Читать книгу Александрийский квартет. Тетралогия «Александрийский квартет» в одном томе онлайн

262 страница из 387

Позже, бредя сквозь обветшалый туземный квартал, провожаемый штыковыми уколами фонарей и подзатыльниками резких запахов, я безнадежно гадал – как обычно, впрочем, – куда ведет нас время. И, как будто для того, чтобы проверить истинность чувства, вокруг которого мы нагромоздили столько страстей и слов, я завернул в освещенную изнутри будку, украшенную обрывком киноафиши – громадное полулицо героя-любовника, бессмысленное, как брюхо дохлого кита на поверхности моря, – и уселся на стул для клиентов, словно в парикмахерской, в ожидании своей очереди.

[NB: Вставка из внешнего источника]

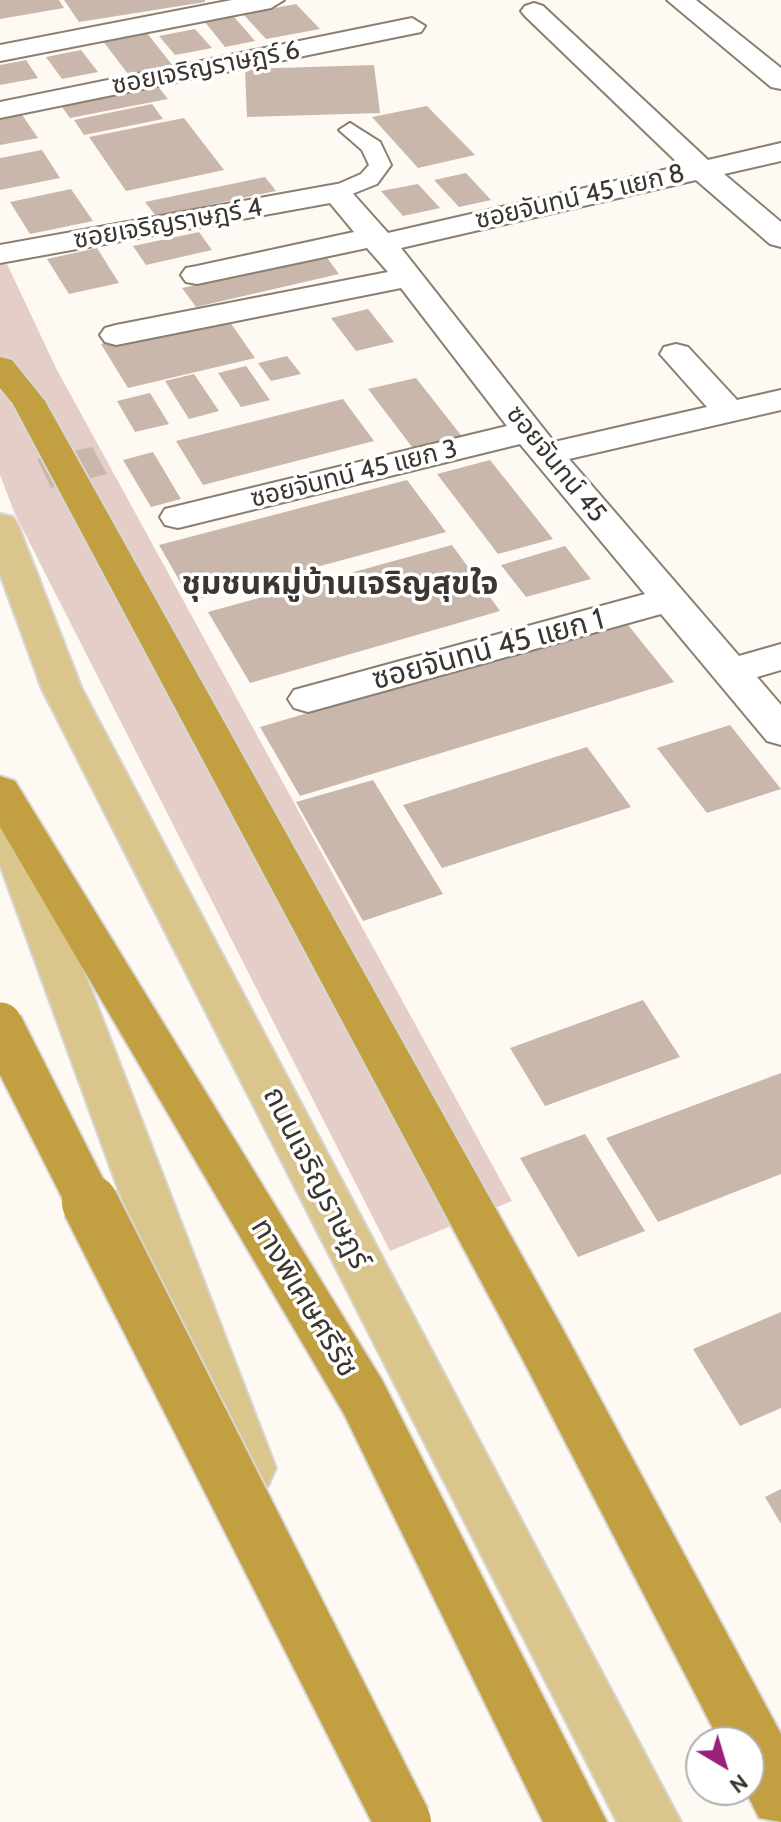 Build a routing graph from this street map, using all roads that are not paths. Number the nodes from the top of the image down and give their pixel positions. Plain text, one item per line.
1 (271, 0) edge
2 (680, 0) edge
3 (534, 11) dead end
4 (412, 26) dead end
5 (0, 53) edge
6 (781, 81) edge
7 (0, 110) edge
8 (350, 130) dead end
9 (781, 152) edge
10 (701, 169) junction
11 (337, 193) junction
12 (781, 238) edge
13 (377, 241) junction
14 (0, 254) edge
15 (197, 275) dead end
16 (409, 277) junction
17 (116, 335) dead end
18 (676, 354) dead end
19 (0, 367) edge
20 (781, 400) edge
21 (730, 412) junction
22 (538, 443) junction
23 (178, 517) dead end
24 (0, 525) edge
25 (668, 600) junction
26 (781, 657) edge
27 (731, 671) junction
28 (308, 699) dead end
29 (781, 731) edge
30 (0, 791) edge
31 (0, 808) edge
32 (0, 1025) edge
33 (781, 1796) edge
34 (381, 1822) edge
35 (403, 1822) edge
36 (576, 1822) edge
37 (650, 1822) edge

1 - 5 street
2 - 6 street
3 - 10 street
4 - 7 street, ซอยเจริญราษฎร์ 6
8 - 11 lane
9 - 10 street, ซอยจันทน์ 45 แยก 8
10 - 12 street
10 - 13 street, ซอยจันทน์ 45 แยก 8
11 - 13 street, ซอยจันทน์ 45
11 - 14 street, ซอยเจริญราษฎร์ 4
13 - 15 street, ซอยจันทน์ 45 แยก 8
13 - 16 street, ซอยจันทน์ 45
16 - 17 street
16 - 22 street, ซอยจันทน์ 45
18 - 21 street
19 - 33 highway
20 - 21 street, ซอยจันทน์ 45 แยก 3
21 - 22 street, ซอยจันทน์ 45 แยก 3
22 - 23 street, ซอยจันทน์ 45 แยก 3
22 - 25 street, ซอยจันทน์ 45
24 - 37 main road, ถนนเจริญราษฎร์
25 - 27 street, ซอยจันทน์ 45
25 - 28 street, ซอยจันทน์ 45 แยก 1
26 - 27 street
27 - 29 street, ซอยจันทน์ 45
30 - 36 highway, ทางพิเศษศรีรัช
31 - 34 main road
32 - 35 highway, bridge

Из-за грязной занавески, делившей будку на две части, доносились невнятные звуки – казалось, там резвятся неведомые миру существа, не слишком отвратительные, возможно, в своем роде даже интересные, как интересны естественные науки тем, кто оставил всякую надежду развить в себе способность чувствовать. Я, конечно, был уже здорово пьян – отчасти Жюстин, отчасти легким, как воздушный змей, «Поль Роже».

На соседнем стуле лежала феска, и я рассеянно надел ее себе на голову. Она была еще теплой и липкой изнутри, и толстая кожаная подкладка тут же приклеилась ко лбу. «Я очень хотел бы знать, что все это значит», – сказал я своему отражению в зеркале, заклеенном вдоль трещин зубчатыми краешками почтовых марок. Я имел в виду, конечно же, невероятный кавардак, в просторечии именуемый сексом, акт физического проникновения в чужеродный организм, акт, имеющий власть заставить человека впасть в отчаяние ради нелепого существа с двумя грудями и le croissant [76], как это называется на живописном левантинском арго. Шум за занавеской стал громче – застенчивые стоны и скрип, и к старческому скрежету древней деревянной кровати воодушевленно присовокупился сочный человеческий голос. Тот самый для всех одинаковый безличный акт, коим мы, Жюстин и я, привязаны были к миру и уравнены с ним. Какая разница? Как далеко уводили нас чувства от трезвой реальности простого, бездумного, животного акта? До которой степени вероломный разум – с вечным его catalogue raisonné [77] сердечных дел – в том виновен? Вопрос был бессмысленный, ответа все равно не будет; но мне так хотелось хоть какой-то определенности, и я убедил себя в том, что стоит мне только застать сей феномен физиологии врасплох, при условии, ежели я буду ведом не любовным, но научным стяжательством, ежели подойду к эксперименту безо всяких предубеждений, – и я, быть может, успею поймать за хвост некую истину о собственных моих желаниях и чувствах. В нетерпеливом желании поскорее отделаться ото всех неразрешимых вопросов на свете я поднял занавеску и тихо шагнул в кубической формы клетушку, освещенную с подобающей случаю тусклостью единственной прикрученной на нет парафиновой лампой: лампа жужжала, огонек дрожал.